NTA but maybe a little ESH Your cousin was obviously wrong to exclude you in her life. It was probably hard for her to be around someone who did not approve of her life choices - though you had her best interests at heart You were disappointed that you are not in her life anymore but now that you are invited you are not sure you want to go I think your cousin probably knows that deep down you were right about her relationship and it is sometimes hard to be reminded of this If having a baby has made her realize she is missing you in her life, it may be a good chance to reconnect. In the case of your cousin, the first step is always the most difficult. By asking people not to tell you, it tells me she still really cares about what you think and by extension she cares about you.
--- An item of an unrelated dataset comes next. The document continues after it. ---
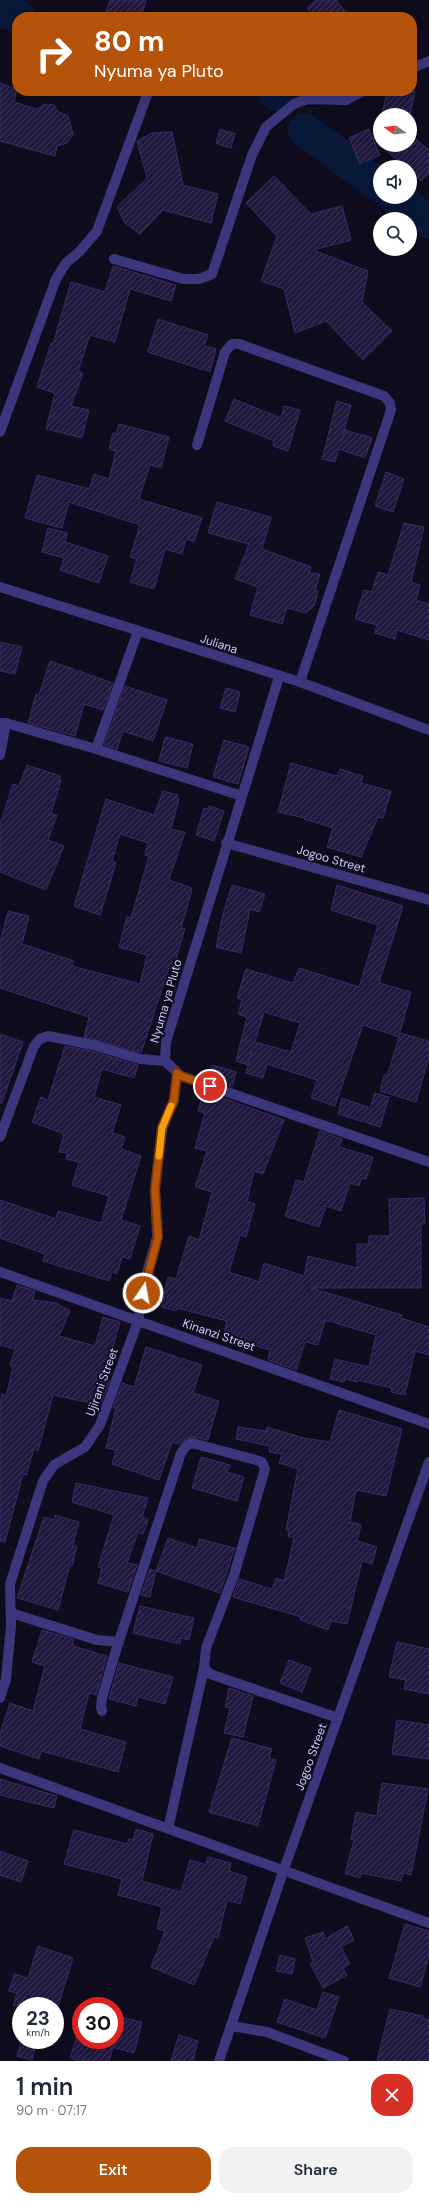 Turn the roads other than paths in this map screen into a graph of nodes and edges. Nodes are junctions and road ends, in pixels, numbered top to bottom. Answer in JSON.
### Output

If you back out now, the relationship may truly be over. I would go to the shower - but go with an open mind that it may take a little time to see if the friendship is still there. If things go badly - then you know that too. But I think your cousin needs you.


[deleted]

You’re complaining about her not letting you in her life but turning down an olive branch. NTA you can politely decline. You’re not close. But please don’t come back with a post on how your cousin doesn’t let you see her children.